Then they get what they want and go back to being jerks.



Exactly. They are playing the role of a nice guy to get what they want and then they turn crazy/mean. I've had it happen to myself more than once...I think it's made me a little neurotic... : /


You just nailed a part that truly sucks about these types of guys that they play the role of the nice guy and that part sucks the most...

Hell I believe it is more responsible for dating issues in this day and age then my AS is because I am a genuine nice guy...

Lord knows after trying many times unsuccessfully but watching the Jerks and A-Holes make it with girls I even wanted to be them not because I envied them but after so much being denied or rejected when I clearly posse all the quality's I heard the girls talk about that they wanted and yet when it came to me they didn't want me they wanted the Jerk...

I eventually came to start thinking it was the only way to make it was to adapt to the new world I was born in the wrong timezone I started to figure but I could never become the ass it just wasn't in me through nature or nurture it isn't who I am...

I am glad I couldn't change anyways even back then but it hasn't made things easier...
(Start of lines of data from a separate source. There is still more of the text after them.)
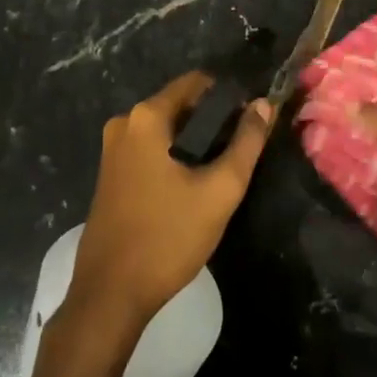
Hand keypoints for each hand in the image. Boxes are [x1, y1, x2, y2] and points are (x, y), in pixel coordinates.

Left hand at [71, 72, 273, 334]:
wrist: (111, 294)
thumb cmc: (168, 237)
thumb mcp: (219, 190)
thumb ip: (246, 143)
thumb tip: (265, 105)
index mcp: (146, 117)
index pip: (197, 82)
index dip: (230, 95)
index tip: (253, 119)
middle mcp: (124, 123)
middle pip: (181, 105)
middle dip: (214, 121)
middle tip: (243, 149)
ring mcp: (113, 149)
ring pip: (167, 130)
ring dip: (196, 142)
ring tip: (223, 170)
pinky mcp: (111, 174)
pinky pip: (151, 150)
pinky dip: (175, 157)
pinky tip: (193, 185)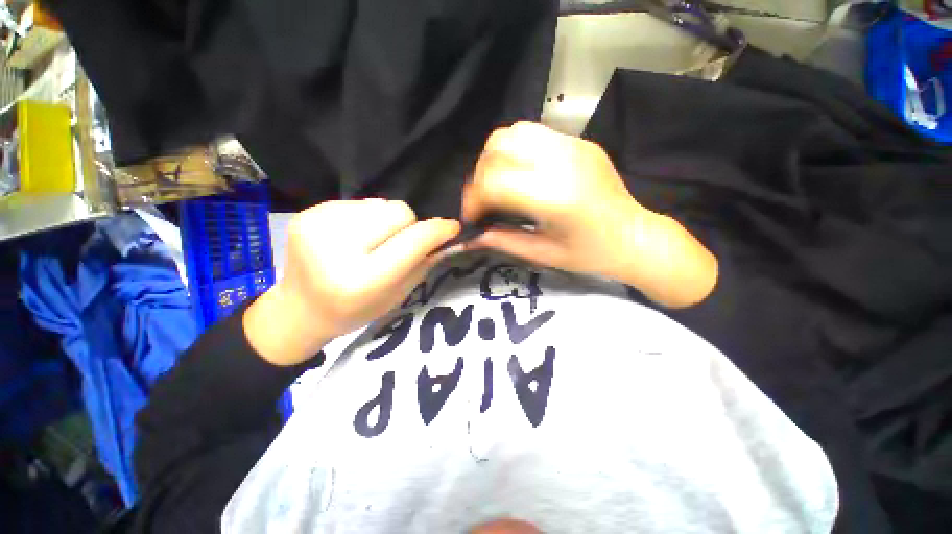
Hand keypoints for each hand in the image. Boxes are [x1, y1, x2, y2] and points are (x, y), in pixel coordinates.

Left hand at [244, 199, 459, 365]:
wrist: (299, 310)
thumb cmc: (355, 311)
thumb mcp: (397, 296)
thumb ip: (422, 263)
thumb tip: (445, 235)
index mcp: (361, 280)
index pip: (411, 242)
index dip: (437, 231)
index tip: (452, 227)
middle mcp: (336, 248)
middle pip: (398, 211)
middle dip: (409, 226)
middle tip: (400, 244)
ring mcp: (318, 226)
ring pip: (381, 204)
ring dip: (387, 221)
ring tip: (372, 242)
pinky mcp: (309, 213)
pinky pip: (359, 203)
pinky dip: (366, 218)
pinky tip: (353, 237)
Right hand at [462, 122, 716, 307]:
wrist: (635, 236)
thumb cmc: (590, 254)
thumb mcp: (542, 254)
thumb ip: (502, 241)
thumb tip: (471, 237)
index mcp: (554, 196)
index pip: (494, 181)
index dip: (474, 199)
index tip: (473, 217)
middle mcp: (562, 162)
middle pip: (498, 148)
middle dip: (480, 176)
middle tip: (485, 201)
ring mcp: (573, 146)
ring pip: (513, 132)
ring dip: (496, 158)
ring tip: (500, 184)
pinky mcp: (579, 142)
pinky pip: (534, 134)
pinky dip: (516, 152)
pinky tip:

The nice guy personality the one the girls claim they want and I am not meaning all girls just using it collectively for flow of conversation I still believe somewhere there must be one that doesn't want the jerk...

Anyways the point being is being the nice guy the funny guy the caring guy and all the other things that make me me and wonderful created 2 types of situations in the dating world 1 was the girl who wouldn't date me at all probably figured my nice guy ability was just a act even though it was genuine thanks Jerk Guy...

The second one is The girl who realizes you are the nice guy but they don't want that they just want to use you for a little bit cause they know your nice...

There is a strange kinda 3rd category I have experienced the girl who gets with me, Dumps me for a Jerk Guy shortly thereafter but actually not only wants to be friends but have gone on and been willing to tell other girls how great i am if I asked which is really confusing I was so good that I wasn't good enough ???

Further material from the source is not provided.